I’m not going to give you a long list here because there are many lists already out there. Please search for them and see if you can find something that works. However, there are things you won’t find on those lists that are very specific to us kinky people. If you feel the urge to self-harm you can try these instead:

  1. Self-spanking—Use something light and whippy and not something you are likely to go overboard with like a heavy paddle. Rubber or leather will leave a lasting burn that can ease those cravings, and will cause marks you can see, but those marks will fade without scarring. For some people seeing the marks helps, for others it causes escalation so you need to determine for yourself whether it’s better to put them in a place you can see.

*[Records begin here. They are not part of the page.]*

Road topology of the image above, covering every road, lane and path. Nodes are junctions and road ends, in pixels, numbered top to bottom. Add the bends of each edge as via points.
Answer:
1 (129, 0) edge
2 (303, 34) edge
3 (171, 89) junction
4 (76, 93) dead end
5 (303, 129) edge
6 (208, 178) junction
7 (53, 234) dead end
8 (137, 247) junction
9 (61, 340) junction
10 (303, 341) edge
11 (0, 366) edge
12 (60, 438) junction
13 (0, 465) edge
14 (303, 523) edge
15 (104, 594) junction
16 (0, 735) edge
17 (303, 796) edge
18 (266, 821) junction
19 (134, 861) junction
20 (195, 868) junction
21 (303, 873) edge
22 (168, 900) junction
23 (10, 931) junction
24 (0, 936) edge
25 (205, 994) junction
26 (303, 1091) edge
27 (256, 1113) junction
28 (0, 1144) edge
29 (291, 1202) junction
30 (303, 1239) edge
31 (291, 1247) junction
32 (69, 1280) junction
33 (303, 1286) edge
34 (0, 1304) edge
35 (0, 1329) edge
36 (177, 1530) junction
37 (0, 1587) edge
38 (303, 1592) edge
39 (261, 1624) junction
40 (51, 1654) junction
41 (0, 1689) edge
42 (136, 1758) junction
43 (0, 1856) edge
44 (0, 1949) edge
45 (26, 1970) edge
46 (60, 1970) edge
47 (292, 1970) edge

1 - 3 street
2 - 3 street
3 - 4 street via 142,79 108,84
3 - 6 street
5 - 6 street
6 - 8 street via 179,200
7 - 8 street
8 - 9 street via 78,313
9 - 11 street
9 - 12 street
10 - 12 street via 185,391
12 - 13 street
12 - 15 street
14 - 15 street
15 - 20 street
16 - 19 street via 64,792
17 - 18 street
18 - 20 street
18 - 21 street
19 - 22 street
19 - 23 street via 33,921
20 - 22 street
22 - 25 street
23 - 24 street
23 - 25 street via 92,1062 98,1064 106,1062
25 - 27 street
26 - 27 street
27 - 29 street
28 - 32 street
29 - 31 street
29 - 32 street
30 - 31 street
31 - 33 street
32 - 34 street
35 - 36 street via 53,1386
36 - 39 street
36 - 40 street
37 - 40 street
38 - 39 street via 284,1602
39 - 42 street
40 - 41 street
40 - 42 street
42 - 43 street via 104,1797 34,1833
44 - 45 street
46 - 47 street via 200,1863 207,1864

Again, you’re aiming for nothing worse than a welt that will be gone by the next day. Nothing more severe than that. It might feel silly to do this, but it’s better than cutting.

If you’re someone who needs to see the marks of self -harm in order to cycle down, then do the spanking on the front of your thighs or someplace visible. This is a more targeted version of the rubber band on the wrist and I know it works for a lot of people. If it starts to cause a guilt spiral because you’ve hurt yourself, just remember it’s only a little spanking and nothing you haven’t had before. It’s not going to leave a scar. It’s fine.

2. Talk to someone about what you’re feeling. I’m not talking about a therapist, though that’s nice if you have the ability to do that. I mean a close friend, or a Dom. Please remember to check for their triggers first. Self-harm can, at times, end up forming a chain where one person triggers another and so on. Even Dominants have triggers.

3. If you have a Dominant person in your life, but you aren’t able to be together in person right now, then tell them what’s going on and ask them to do a directed spanking over skype or the phone or whatever. That has the benefit of having it come from an external source, which often works better for subs, while also making sure you don’t go too far. You will be following their orders and they aren’t dealing with the same intense emotional issues surrounding the pain that you are.

There’s a lot more I want to get into, but I like ending with some practical advice that may help so this is a good place to stop for the day. However, given the nature of the post, I don’t want to space out the two parts with a whole week between them. Like ripping off a band-aid, we want to do this fast so the second part will be up for tomorrow. I considered posting them back-to-back today, but I actually think some people might need time to digest this one before moving on to the next, so it will be up tomorrow.

If any of this has triggered you, please look at some of the suggestions I’ve given. Or do a quick web search for “Things to do instead of self-harming.” There are literally hundreds of lists out there for you. I felt this was important to help people, so the last thing I want is for anyone to leave feeling like they need to hurt themselves.

One last reminder, you’re not weak or a failure for having this issue, many people do. The truth is there’s no way of knowing how many, since so often they are ashamed and hide it, but you’re not alone and there are things that can help. My list above focused mostly on physical, pain-causing or sensation-causing things because I think people in the scene gravitate more towards needing those, but those aren’t your only options. Any distraction to keep your mind off of it will help.

Your homework after reading this is to make a list of things that you have found helpful in the past to use in place of self-harm, or things you think might work instead. Keep it handy so that if you’re upset or depressed you don’t have to think of an option—they are right there to choose from.

Part two of this post will be shorter and will mostly cover the science around this.

And remember stay safe, stay healthy, stay home!